Collected data:
::::

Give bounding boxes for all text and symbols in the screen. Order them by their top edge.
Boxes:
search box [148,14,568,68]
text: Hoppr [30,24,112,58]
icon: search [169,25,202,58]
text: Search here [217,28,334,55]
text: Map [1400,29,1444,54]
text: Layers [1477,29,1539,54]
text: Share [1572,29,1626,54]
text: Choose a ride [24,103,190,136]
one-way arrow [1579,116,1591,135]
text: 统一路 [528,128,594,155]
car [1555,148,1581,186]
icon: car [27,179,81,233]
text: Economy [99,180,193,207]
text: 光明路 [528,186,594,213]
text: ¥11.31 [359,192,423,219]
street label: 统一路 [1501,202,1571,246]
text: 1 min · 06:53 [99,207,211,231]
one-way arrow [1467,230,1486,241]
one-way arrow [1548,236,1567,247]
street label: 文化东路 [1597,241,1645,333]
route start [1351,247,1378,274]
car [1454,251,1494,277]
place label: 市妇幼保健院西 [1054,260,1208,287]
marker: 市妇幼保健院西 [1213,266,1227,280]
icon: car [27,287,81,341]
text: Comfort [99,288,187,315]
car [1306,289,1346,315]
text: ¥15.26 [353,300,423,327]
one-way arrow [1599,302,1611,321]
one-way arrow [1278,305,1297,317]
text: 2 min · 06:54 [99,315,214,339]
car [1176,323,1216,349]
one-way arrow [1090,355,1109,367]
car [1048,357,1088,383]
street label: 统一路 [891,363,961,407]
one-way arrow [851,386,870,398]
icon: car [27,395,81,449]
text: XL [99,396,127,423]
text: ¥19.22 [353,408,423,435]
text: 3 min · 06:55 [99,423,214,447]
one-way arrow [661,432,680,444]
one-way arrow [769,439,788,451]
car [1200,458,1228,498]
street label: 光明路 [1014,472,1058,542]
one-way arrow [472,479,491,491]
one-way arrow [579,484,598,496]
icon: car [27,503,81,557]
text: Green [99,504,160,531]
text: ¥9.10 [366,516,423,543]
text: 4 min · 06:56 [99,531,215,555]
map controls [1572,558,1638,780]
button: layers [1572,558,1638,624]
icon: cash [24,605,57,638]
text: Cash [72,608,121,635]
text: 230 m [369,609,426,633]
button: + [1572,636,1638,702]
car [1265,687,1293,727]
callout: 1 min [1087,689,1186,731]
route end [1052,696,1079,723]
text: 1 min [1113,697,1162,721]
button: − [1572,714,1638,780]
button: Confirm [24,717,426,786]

::::

Exercise instructions: Set every record down again, exactly as given.

Output for this exercise:
Give bounding boxes for all text and symbols in the screen. Order them by their top edge.
Boxes:
search box [148,14,568,68]
text: Hoppr [30,24,112,58]
icon: search [169,25,202,58]
text: Search here [217,28,334,55]
text: Map [1400,29,1444,54]
text: Layers [1477,29,1539,54]
text: Share [1572,29,1626,54]
text: Choose a ride [24,103,190,136]
one-way arrow [1579,116,1591,135]
text: 统一路 [528,128,594,155]
car [1555,148,1581,186]
icon: car [27,179,81,233]
text: Economy [99,180,193,207]
text: 光明路 [528,186,594,213]
text: ¥11.31 [359,192,423,219]
street label: 统一路 [1501,202,1571,246]
text: 1 min · 06:53 [99,207,211,231]
one-way arrow [1467,230,1486,241]
one-way arrow [1548,236,1567,247]
street label: 文化东路 [1597,241,1645,333]
route start [1351,247,1378,274]
car [1454,251,1494,277]
place label: 市妇幼保健院西 [1054,260,1208,287]
marker: 市妇幼保健院西 [1213,266,1227,280]
icon: car [27,287,81,341]
text: Comfort [99,288,187,315]
car [1306,289,1346,315]
text: ¥15.26 [353,300,423,327]
one-way arrow [1599,302,1611,321]
one-way arrow [1278,305,1297,317]
text: 2 min · 06:54 [99,315,214,339]
car [1176,323,1216,349]
one-way arrow [1090,355,1109,367]
car [1048,357,1088,383]
street label: 统一路 [891,363,961,407]
one-way arrow [851,386,870,398]
icon: car [27,395,81,449]
text: XL [99,396,127,423]
text: ¥19.22 [353,408,423,435]
text: 3 min · 06:55 [99,423,214,447]
one-way arrow [661,432,680,444]
one-way arrow [769,439,788,451]
car [1200,458,1228,498]
street label: 光明路 [1014,472,1058,542]
one-way arrow [472,479,491,491]
one-way arrow [579,484,598,496]
icon: car [27,503,81,557]
text: Green [99,504,160,531]
text: ¥9.10 [366,516,423,543]
text: 4 min · 06:56 [99,531,215,555]
map controls [1572,558,1638,780]
button: layers [1572,558,1638,624]
icon: cash [24,605,57,638]
text: Cash [72,608,121,635]
text: 230 m [369,609,426,633]
button: + [1572,636,1638,702]
car [1265,687,1293,727]
callout: 1 min [1087,689,1186,731]
route end [1052,696,1079,723]
text: 1 min [1113,697,1162,721]
button: − [1572,714,1638,780]
button: Confirm [24,717,426,786]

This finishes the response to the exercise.